Try it => Look through the data below. Collect every line where the word "from" occurs.

Segment Start: Given entries

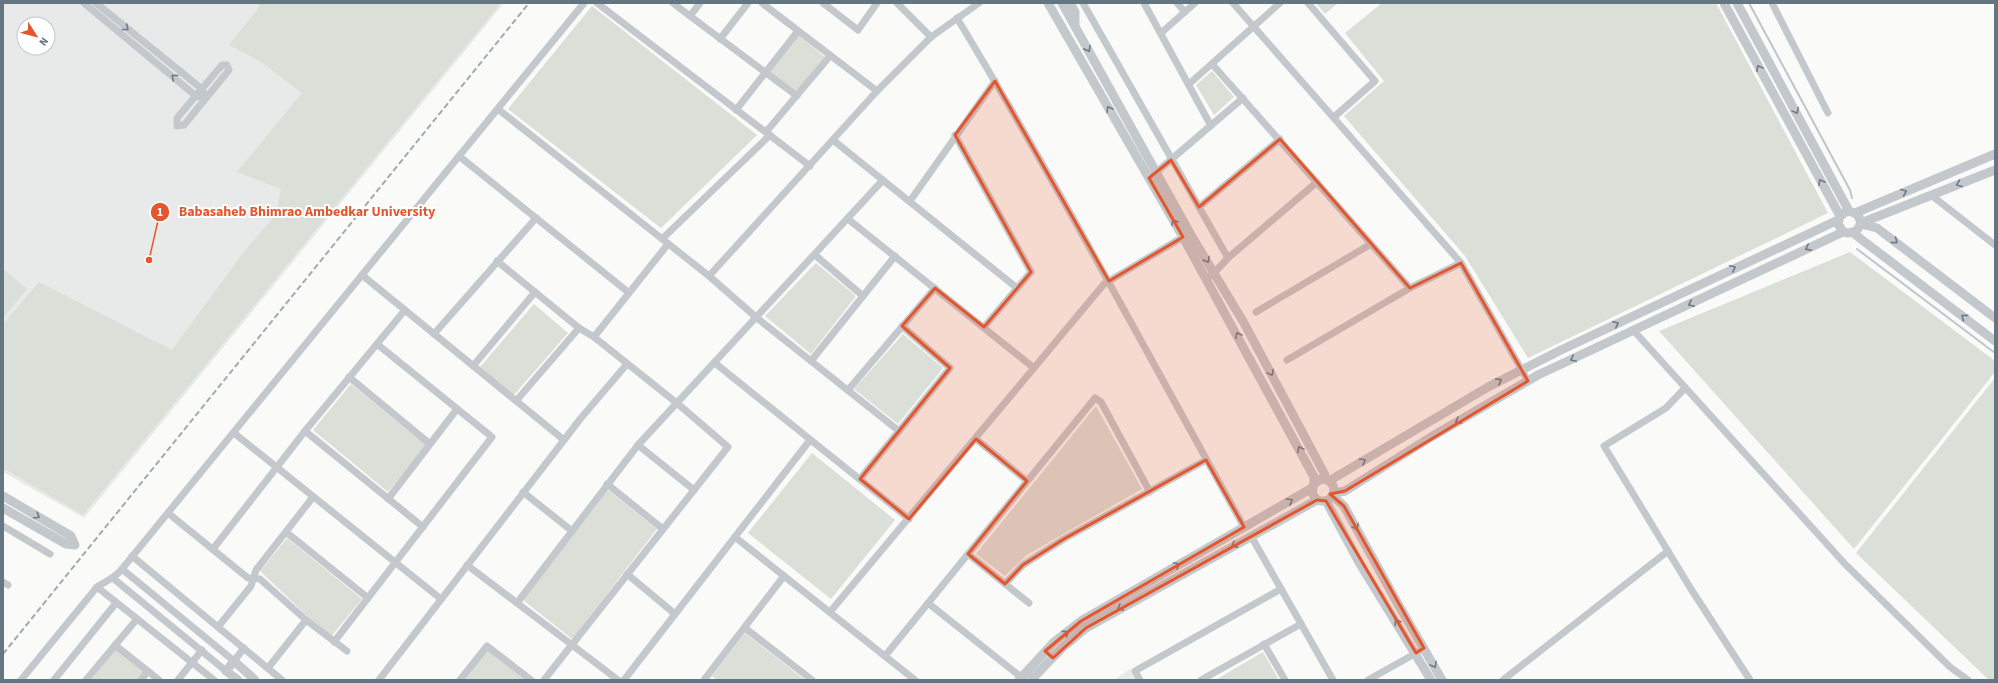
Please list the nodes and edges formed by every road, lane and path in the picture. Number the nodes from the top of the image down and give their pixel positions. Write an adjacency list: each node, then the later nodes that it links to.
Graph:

Segment End: Given entries
Segment Start: Given entries

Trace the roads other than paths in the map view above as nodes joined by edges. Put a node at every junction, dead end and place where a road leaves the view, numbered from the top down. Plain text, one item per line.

Segment End: Given entries
Segment Start: Given entries

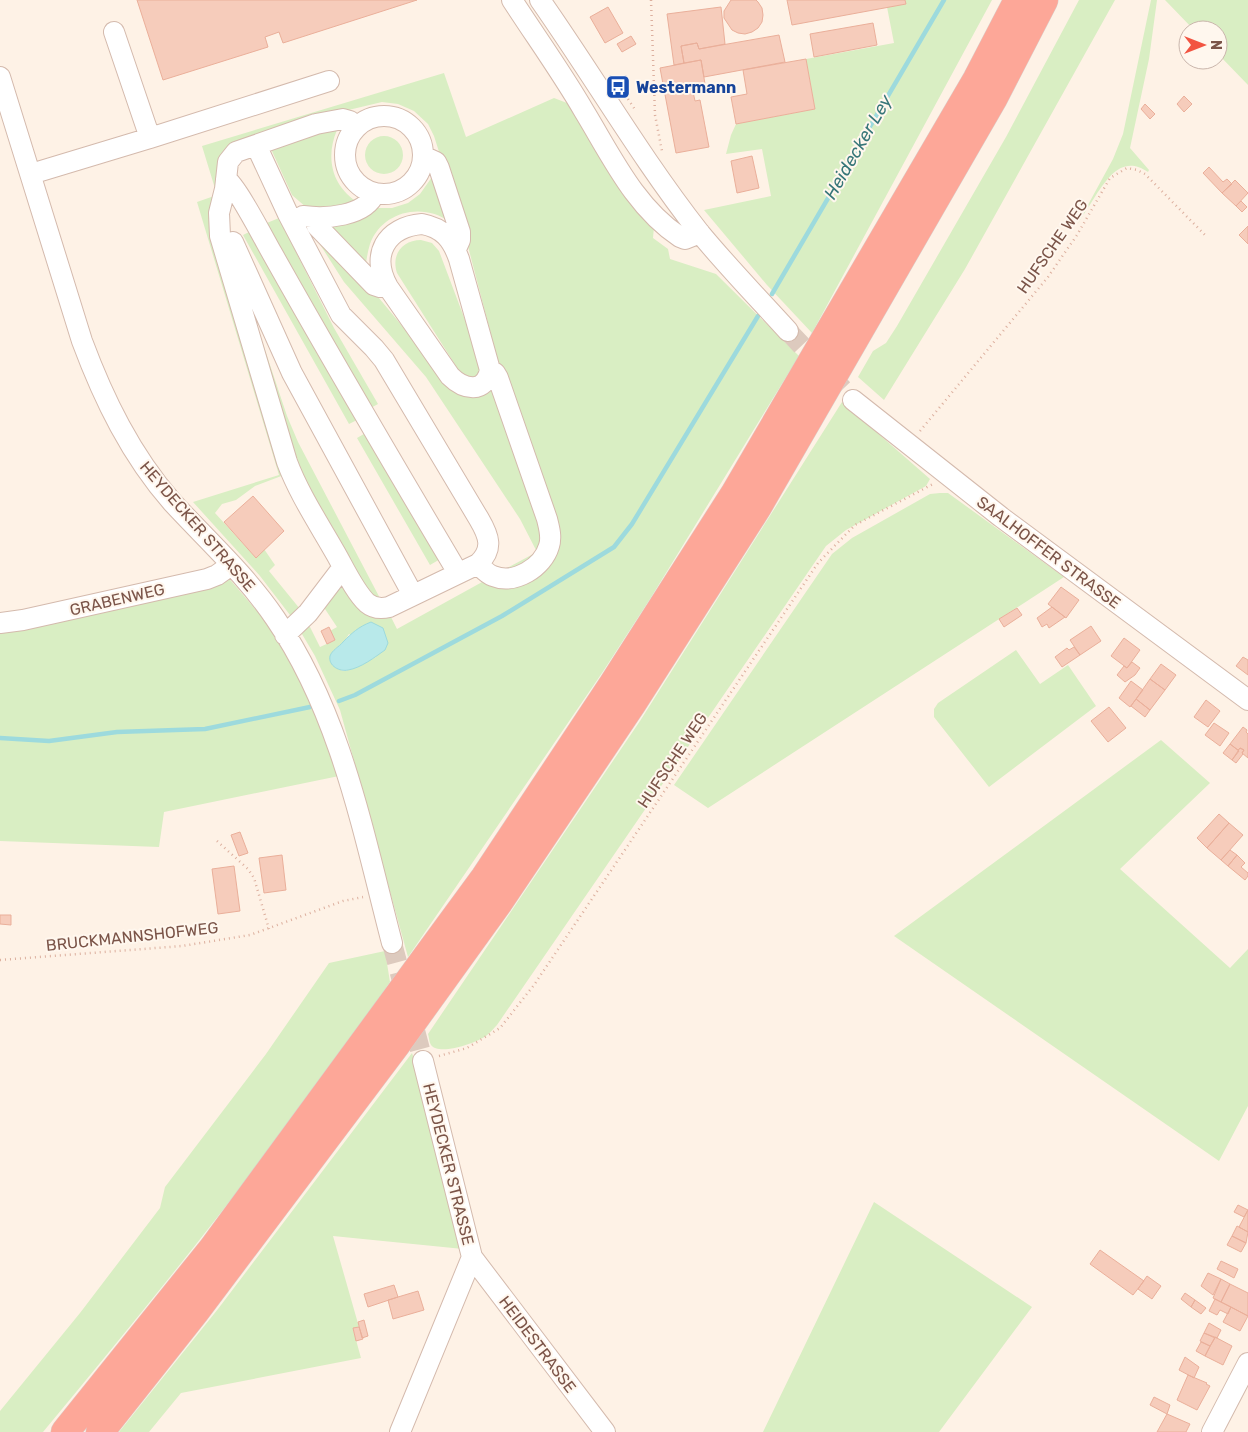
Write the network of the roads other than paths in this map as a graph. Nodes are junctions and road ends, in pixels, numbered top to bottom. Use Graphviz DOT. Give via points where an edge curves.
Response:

Segment End: Given entries

Task response =>
Please list the nodes and edges formed by every road, lane and path in the picture. Number the nodes from the top of the image down and give their pixel positions. Write an adjacency list: each node, then the later nodes that it links to.
Trace the roads other than paths in the map view above as nodes joined by edges. Put a node at every junction, dead end and place where a road leaves the view, numbered from the top down. Plain text, one item per line.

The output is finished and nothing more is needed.